§ **DESCRIPTION OF THE TASK**:
What is the number of lines in the data below that contain "Answer"? Reply with the number only.

§ **WORKING DATA**:
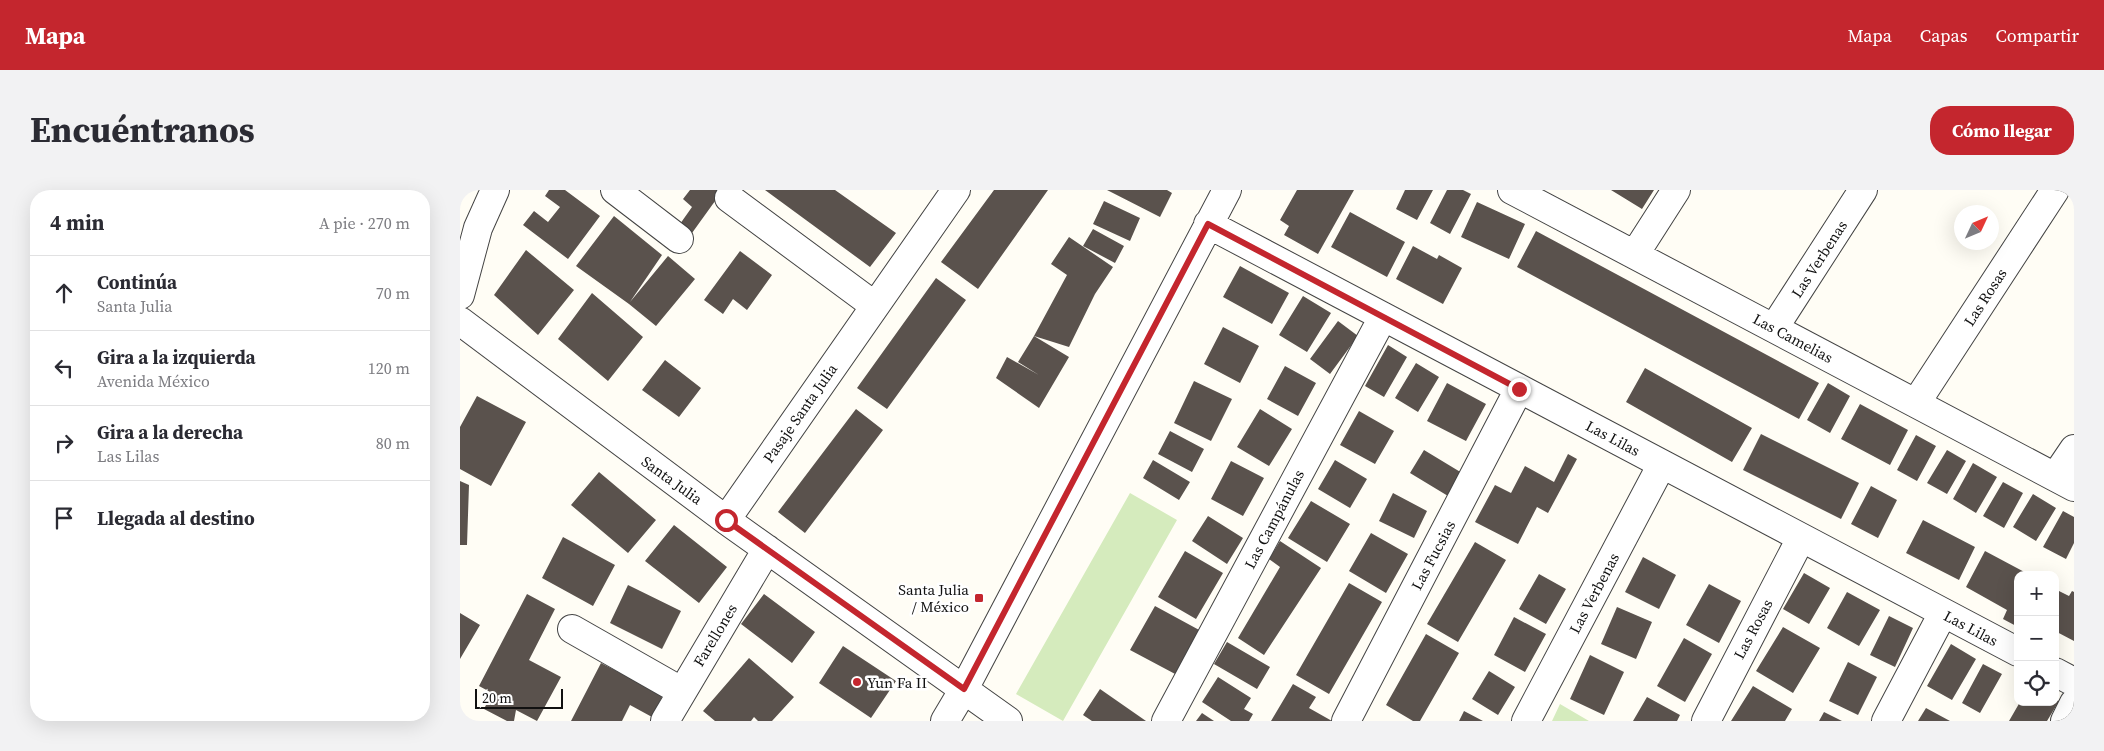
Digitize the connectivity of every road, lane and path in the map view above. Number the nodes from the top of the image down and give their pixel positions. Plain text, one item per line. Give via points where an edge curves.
1 (495, 190) edge
2 (615, 190) edge
3 (956, 190) edge
4 (1227, 190) edge
5 (1512, 190) edge
6 (1676, 190) edge
7 (1863, 190) edge
8 (2055, 190) edge
9 (729, 198) dead end
10 (1208, 224) junction
11 (679, 240) dead end
12 (1635, 254) junction
13 (460, 295) edge
14 (875, 306) junction
15 (1383, 317) junction
16 (460, 322) edge
17 (1774, 328) junction
18 (1519, 389) junction
19 (1916, 403) junction
20 (2074, 448) edge
21 (1662, 464) junction
22 (2065, 482) edge
23 (726, 520) junction
24 (1801, 538) junction
25 (767, 549) junction
26 (1943, 613) junction
27 (572, 629) dead end
28 (2014, 650) edge
29 (2059, 674) edge
30 (2074, 682) edge
31 (964, 689) junction
32 (681, 691) junction
33 (2074, 703) edge
34 (664, 721) edge
35 (945, 721) edge
36 (1008, 721) edge
37 (1166, 721) edge
38 (1346, 721) edge
39 (1526, 721) edge
40 (1706, 721) edge
41 (1886, 721) edge
42 (2065, 721) edge

1 - 13 street via 478,228
2 - 11 street
3 - 14 street, Pasaje Santa Julia
4 - 10 street
5 - 12 street, Las Camelias
6 - 12 street
7 - 17 street, Las Verbenas
8 - 19 street, Las Rosas
9 - 14 street
10 - 15 street, Las Lilas
10 - 31 street
12 - 17 street, Las Camelias
14 - 23 street, Pasaje Santa Julia
15 - 18 street, Las Lilas
15 - 37 street, Las Campánulas
16 - 23 street, Santa Julia
17 - 19 street, Las Camelias
18 - 21 street, Las Lilas
18 - 38 street, Las Fucsias
19 - 22 street, Las Camelias
20 - 22 street
21 - 24 street, Las Lilas
21 - 39 street, Las Verbenas
23 - 25 street, Santa Julia
24 - 26 street, Las Lilas
24 - 40 street, Las Rosas
25 - 31 street, Santa Julia
25 - 32 street, Farellones
26 - 28 street, Las Lilas
26 - 41 street
27 - 32 street
29 - 30 street
31 - 35 street
31 - 36 street, Santa Julia
32 - 34 street, Farellones
33 - 42 street

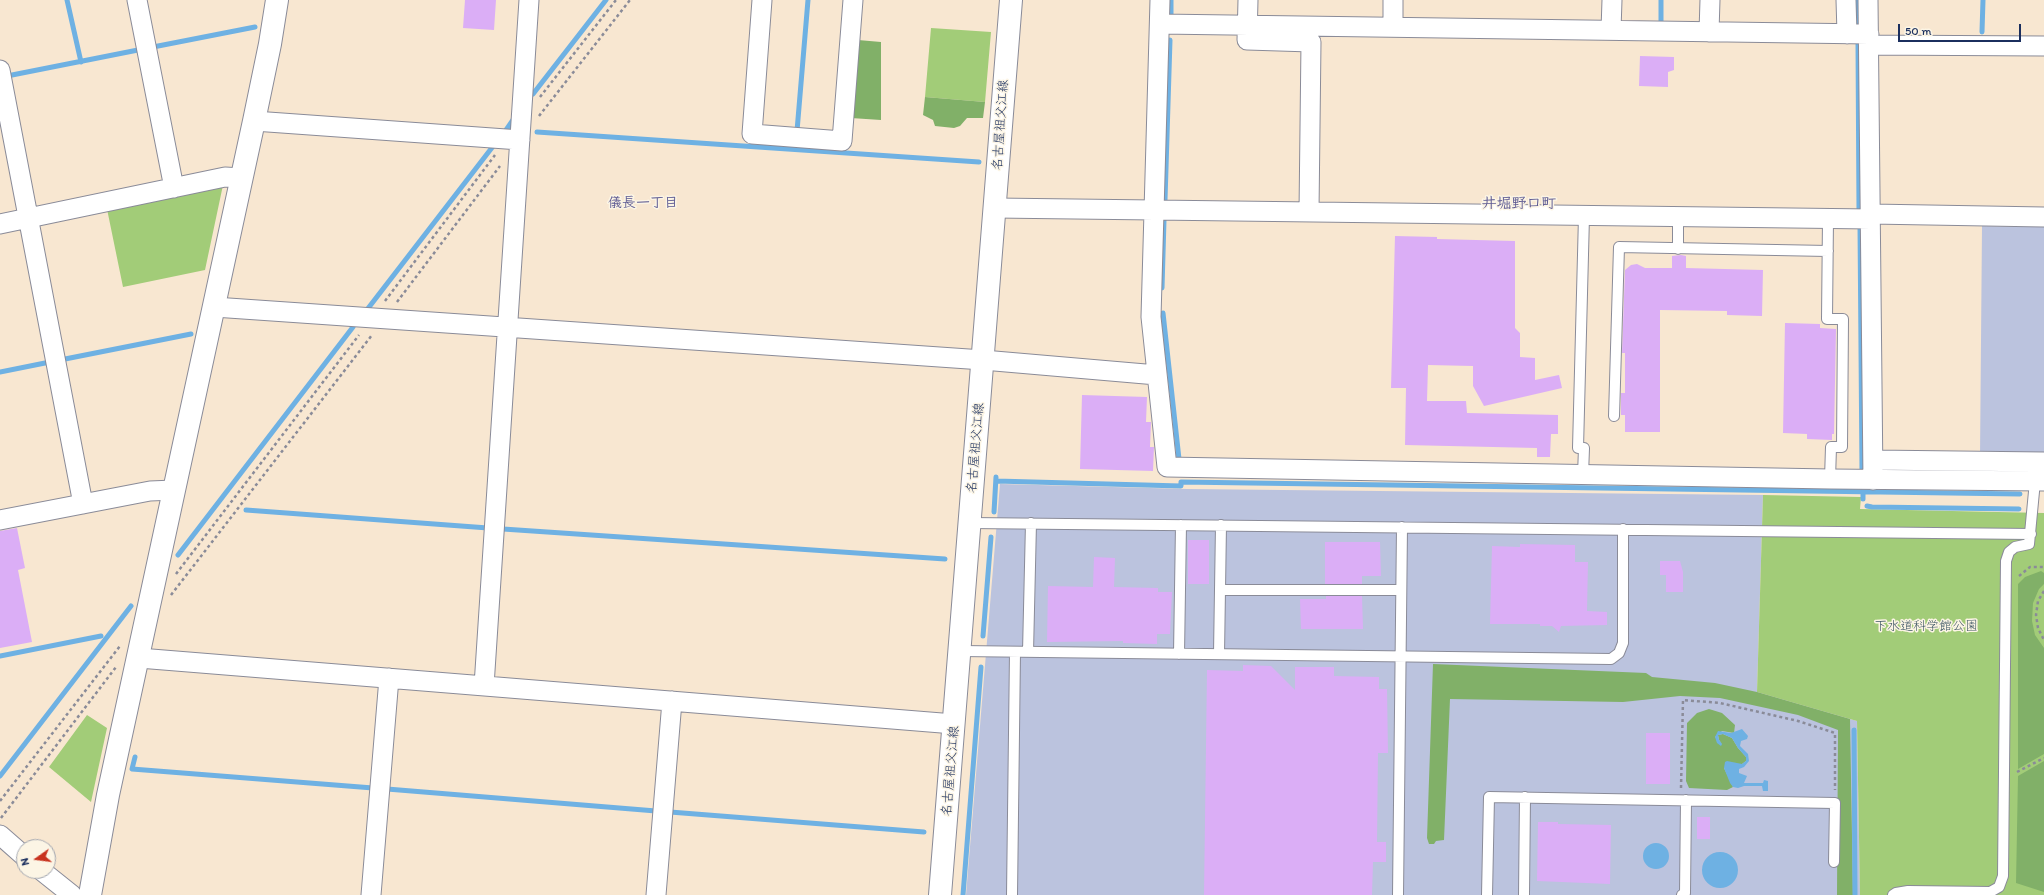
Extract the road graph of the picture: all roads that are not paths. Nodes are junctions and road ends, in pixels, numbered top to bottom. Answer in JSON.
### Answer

§ **TASK RESULT**:
2